Em todos os países desenvolvidos e subdesenvolvidos contabilizamos a dívida externa que cresce cada dia pelos altíssimos juros que nos cobram pelos empréstimos. São valores monetários registrados em nossas contas patrimoniais como custos e gastos. Sem registrar nosso patrimônio natural em nenhuma conta, pela equivocada contabilidade atual que não inclui contas nem valor algum a todos nossos recursos ecossistêmicos. O que dificulta a evolução da Contabilidade Ambiental é a resistência dos empresários em reconhecer sua responsabilidade perante a sociedade, dado que isto viria onerá-lo.
 
Martins & De Luca colocam que “sobre o produto, sua utilidade, como interfere ou interage junto ao meio ambiente e o destino dado ao seu resíduo final pelos consumidores podem ser apresentadas no Relatório da Administração ou no Balanço Social”.

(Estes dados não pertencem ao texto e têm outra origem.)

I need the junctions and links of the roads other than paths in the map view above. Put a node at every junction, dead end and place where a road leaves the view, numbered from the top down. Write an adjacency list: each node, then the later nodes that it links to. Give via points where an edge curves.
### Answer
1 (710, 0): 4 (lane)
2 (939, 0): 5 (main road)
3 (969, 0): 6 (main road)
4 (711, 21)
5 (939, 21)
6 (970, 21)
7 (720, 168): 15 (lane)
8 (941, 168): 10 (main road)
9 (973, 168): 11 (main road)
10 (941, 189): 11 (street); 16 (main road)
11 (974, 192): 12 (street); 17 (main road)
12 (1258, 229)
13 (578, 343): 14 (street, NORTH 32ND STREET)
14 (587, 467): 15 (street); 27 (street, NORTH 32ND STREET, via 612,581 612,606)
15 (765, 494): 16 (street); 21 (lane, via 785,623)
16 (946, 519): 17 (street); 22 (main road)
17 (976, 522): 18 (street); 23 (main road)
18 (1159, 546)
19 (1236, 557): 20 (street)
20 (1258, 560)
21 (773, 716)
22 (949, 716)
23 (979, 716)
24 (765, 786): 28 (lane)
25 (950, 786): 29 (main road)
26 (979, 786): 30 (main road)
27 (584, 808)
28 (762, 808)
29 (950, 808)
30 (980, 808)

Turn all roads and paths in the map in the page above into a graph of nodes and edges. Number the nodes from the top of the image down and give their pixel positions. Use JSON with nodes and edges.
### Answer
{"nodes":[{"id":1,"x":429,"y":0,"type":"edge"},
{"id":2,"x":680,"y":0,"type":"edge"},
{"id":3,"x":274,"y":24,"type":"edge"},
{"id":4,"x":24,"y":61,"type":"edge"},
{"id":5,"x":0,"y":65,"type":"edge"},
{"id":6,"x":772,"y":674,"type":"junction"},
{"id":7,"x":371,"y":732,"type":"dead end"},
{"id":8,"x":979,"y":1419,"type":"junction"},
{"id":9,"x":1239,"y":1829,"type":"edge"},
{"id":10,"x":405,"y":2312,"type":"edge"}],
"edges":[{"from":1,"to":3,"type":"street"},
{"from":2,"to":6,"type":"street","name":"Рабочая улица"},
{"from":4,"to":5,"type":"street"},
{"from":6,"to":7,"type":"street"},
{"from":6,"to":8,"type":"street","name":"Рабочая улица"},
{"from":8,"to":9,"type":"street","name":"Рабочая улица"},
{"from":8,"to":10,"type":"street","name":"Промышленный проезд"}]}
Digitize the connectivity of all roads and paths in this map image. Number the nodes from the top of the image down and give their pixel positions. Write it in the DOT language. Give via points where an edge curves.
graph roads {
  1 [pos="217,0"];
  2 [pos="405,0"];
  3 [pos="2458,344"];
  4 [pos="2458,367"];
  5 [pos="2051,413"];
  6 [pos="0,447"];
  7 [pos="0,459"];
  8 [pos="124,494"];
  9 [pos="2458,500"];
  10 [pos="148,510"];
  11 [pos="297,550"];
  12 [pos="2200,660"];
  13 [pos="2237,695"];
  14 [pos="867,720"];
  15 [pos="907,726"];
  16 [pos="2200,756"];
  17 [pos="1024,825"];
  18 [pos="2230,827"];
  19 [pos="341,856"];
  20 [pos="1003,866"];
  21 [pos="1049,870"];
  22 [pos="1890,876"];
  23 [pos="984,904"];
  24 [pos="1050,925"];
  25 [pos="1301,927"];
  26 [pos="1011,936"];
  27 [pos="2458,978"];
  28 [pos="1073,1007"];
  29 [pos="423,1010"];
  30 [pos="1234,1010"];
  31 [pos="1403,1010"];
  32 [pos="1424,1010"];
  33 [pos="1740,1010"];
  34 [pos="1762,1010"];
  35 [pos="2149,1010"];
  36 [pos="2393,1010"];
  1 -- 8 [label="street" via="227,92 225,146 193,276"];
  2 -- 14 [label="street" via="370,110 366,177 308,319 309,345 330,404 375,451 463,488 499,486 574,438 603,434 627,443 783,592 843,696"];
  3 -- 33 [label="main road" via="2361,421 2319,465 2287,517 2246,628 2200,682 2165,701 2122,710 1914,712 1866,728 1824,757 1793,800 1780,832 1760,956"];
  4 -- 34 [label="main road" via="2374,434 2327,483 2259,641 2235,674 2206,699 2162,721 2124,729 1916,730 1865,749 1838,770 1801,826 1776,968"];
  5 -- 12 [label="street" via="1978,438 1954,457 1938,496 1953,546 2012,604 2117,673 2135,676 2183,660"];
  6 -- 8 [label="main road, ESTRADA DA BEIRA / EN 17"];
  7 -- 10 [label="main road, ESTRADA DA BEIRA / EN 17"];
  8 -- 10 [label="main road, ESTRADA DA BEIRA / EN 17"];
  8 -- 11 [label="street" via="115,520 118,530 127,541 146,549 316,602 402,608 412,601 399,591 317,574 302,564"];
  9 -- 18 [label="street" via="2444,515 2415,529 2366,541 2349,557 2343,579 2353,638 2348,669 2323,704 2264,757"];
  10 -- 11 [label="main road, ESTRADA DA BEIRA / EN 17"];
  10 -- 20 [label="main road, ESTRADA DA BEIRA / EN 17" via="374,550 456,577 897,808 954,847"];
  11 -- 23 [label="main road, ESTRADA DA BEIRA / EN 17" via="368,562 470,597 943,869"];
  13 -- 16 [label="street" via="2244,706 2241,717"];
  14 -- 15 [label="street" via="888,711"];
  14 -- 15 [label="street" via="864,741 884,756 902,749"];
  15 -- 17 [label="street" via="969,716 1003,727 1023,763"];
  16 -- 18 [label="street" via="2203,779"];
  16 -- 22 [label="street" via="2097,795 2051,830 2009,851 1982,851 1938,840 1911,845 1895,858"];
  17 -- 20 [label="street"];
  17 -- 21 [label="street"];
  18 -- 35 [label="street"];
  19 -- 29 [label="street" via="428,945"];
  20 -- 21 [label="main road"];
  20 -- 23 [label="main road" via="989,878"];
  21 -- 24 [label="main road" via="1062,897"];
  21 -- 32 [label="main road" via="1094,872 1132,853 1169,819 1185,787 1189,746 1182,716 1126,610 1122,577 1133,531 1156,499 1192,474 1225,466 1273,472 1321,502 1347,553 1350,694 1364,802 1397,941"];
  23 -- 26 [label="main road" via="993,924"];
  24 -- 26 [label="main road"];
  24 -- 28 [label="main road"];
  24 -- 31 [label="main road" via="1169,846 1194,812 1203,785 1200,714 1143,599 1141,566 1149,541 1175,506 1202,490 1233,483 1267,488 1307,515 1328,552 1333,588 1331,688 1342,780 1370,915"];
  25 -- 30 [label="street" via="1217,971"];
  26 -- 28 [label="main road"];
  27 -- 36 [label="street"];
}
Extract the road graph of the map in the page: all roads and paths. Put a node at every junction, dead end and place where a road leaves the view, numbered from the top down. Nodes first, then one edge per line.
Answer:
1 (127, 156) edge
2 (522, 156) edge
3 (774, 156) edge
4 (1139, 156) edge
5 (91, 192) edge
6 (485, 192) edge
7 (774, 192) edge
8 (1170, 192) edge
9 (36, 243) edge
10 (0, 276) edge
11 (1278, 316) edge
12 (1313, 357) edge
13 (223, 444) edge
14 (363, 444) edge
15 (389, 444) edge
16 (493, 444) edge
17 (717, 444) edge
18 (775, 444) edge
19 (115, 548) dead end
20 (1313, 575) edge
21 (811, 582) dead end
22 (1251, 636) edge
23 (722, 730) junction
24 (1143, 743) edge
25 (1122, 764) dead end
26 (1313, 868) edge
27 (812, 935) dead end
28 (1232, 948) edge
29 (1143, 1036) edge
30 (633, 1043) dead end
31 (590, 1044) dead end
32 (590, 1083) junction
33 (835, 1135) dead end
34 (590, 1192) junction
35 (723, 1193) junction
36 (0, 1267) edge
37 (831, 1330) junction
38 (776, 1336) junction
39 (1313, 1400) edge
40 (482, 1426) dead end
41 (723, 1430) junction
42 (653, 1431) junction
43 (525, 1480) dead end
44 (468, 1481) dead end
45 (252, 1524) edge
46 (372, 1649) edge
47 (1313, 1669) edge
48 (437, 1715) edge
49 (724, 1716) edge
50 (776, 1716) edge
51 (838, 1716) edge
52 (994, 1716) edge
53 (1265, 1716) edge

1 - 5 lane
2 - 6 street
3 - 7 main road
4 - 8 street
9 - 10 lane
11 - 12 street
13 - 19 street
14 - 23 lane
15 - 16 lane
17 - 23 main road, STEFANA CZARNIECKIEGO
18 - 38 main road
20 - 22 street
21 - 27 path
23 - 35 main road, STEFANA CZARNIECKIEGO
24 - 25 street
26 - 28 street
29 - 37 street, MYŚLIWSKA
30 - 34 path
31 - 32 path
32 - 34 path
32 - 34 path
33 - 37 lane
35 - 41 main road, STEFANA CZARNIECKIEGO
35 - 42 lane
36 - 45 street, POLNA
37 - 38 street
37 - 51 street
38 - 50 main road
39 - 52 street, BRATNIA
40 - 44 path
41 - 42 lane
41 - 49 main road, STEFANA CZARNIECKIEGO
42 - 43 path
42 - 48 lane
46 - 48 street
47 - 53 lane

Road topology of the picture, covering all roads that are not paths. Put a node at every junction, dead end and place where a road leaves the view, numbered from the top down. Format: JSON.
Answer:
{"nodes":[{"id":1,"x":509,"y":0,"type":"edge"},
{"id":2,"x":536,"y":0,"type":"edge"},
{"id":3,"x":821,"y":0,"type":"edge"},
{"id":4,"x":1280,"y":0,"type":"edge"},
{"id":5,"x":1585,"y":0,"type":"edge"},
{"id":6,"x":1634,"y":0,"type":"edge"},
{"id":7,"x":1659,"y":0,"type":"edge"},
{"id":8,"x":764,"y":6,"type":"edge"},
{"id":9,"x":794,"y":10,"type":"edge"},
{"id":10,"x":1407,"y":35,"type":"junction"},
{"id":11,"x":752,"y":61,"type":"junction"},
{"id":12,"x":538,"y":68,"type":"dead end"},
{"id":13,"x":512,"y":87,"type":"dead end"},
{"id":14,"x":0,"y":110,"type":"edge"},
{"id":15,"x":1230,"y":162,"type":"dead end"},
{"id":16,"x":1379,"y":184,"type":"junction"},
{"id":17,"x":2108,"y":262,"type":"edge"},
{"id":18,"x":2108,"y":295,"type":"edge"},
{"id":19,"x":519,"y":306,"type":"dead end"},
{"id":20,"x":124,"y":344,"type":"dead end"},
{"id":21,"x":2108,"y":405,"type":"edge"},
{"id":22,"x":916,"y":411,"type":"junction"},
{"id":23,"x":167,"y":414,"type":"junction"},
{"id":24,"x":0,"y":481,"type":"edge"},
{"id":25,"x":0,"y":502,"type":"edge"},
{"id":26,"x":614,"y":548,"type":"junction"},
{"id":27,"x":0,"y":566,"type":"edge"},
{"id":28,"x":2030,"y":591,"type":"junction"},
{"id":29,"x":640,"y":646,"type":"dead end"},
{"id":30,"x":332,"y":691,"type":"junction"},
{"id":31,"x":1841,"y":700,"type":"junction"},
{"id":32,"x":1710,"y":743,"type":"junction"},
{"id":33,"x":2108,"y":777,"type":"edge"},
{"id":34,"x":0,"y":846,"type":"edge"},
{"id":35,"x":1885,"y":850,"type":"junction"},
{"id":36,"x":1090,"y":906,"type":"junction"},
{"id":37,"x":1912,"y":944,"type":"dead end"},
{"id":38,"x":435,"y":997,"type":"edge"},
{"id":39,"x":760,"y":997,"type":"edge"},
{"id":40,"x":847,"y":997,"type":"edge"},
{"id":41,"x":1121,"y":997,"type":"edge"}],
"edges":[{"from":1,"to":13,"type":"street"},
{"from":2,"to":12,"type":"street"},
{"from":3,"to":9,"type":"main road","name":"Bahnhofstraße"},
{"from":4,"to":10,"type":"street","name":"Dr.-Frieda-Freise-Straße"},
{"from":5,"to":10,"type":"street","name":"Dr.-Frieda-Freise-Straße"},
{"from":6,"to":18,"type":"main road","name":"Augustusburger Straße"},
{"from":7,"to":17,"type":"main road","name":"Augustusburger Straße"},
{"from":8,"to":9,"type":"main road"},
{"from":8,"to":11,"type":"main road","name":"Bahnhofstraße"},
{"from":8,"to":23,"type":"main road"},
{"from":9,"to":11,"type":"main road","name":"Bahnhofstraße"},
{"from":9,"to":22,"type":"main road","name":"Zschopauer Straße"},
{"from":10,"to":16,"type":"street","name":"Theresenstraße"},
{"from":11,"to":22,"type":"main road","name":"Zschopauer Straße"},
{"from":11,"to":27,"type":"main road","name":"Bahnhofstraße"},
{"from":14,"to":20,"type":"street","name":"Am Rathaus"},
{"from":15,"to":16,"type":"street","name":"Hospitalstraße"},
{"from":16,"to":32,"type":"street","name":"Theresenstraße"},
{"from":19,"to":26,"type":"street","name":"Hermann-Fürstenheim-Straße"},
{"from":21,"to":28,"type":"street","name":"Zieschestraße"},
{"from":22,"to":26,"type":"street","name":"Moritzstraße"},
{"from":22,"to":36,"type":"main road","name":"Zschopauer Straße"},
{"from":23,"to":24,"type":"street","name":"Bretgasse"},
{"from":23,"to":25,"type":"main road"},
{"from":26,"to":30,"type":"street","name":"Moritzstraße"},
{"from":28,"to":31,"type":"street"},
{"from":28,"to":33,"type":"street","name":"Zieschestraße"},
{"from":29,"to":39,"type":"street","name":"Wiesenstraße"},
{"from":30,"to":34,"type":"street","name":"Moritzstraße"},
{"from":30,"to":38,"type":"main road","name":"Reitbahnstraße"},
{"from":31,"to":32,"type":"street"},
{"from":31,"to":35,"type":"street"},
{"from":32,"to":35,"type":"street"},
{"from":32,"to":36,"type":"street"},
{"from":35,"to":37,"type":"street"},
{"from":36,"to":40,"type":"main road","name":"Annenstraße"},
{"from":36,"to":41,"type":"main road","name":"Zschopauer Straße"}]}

Exige-se atualmente do administrador moderno uma nova visão de trabalho, chamada administração ambiental. Dentro desta nova visão, as empresas devem buscar minimizar o impacto dos resíduos da produção no ambiente, reciclar e reutilizar recursos naturais, como por exemplo, a água, um bem escasso e de grande utilização nas indústrias, seja qual for sua produção.
 
A contabilidade por se própria utilizaria seus métodos colocando no ativo o imobilizado referente aos equipamentos adquiridos, visando á eliminação ou redução dos agentes poluidores, os gastos com pesquisas e desenvolvimento de tecnologias, os estoques relacionados com o processo de eliminação dos níveis de poluição, áreas verdes, etc., e no passivo, toda a agressão que se pratica ou praticou contra o meio ambiente; o valor dos investimentos para reabilita-los, as multas, indenizações, gastos com projeto e licenças ambientais, restrições a empréstimos, entre outros, seguindo as normas do IBRACON; bem como a investigação dos recursos utilizados através da Auditoria Contábil.
 
Contabilizar os danos causados as áreas naturais ou aplicação dos mesmos em processos produtivos não é uma tarefa fácil, por se tratar de bens não mensuráveis, mas é possível, através das ferramentas que temos a nosso favor, como a Contabilidade Gerencial, de Custos e Auditoria. O profissional contábil tem a obrigação de medir o que se tem e o que se destrói.
 
Em toda decisão que seja adotada, em cada ação que se realize, quando se administre um recurso natural “água” que hoje constitui a principal fonte de recursos para o território nacional de hoje e amanhã, deve-se integrar a conta variável cujo registro constitua a base para vida em um ambiente são para a humanidade presente e futura de nossopaís. Isto significa pensar a longo prazo, diferir os gastos para o próximo século.
Torna-se necessário mudanças nos paradigmas tradicionais do modelo econômico, onde os parâmetros contábeis de produtividade, emprego, ingresso, consumo, capital, riqueza, custo econômico, consumo, capital, riqueza, custo benefício, lucro, recurso, sejam conjugados com variáveis de funcionamento racional, de equilíbrio, da sustentabilidade, de durabilidade, de preservação, de respeito, de propriedade dos recursos, criando uma nova política econômica contábil ambiental que considere nos indicadores sociais, ambientais, humanos de longo alcance, onde se possa chegar enfim a preservação dos recursos naturais.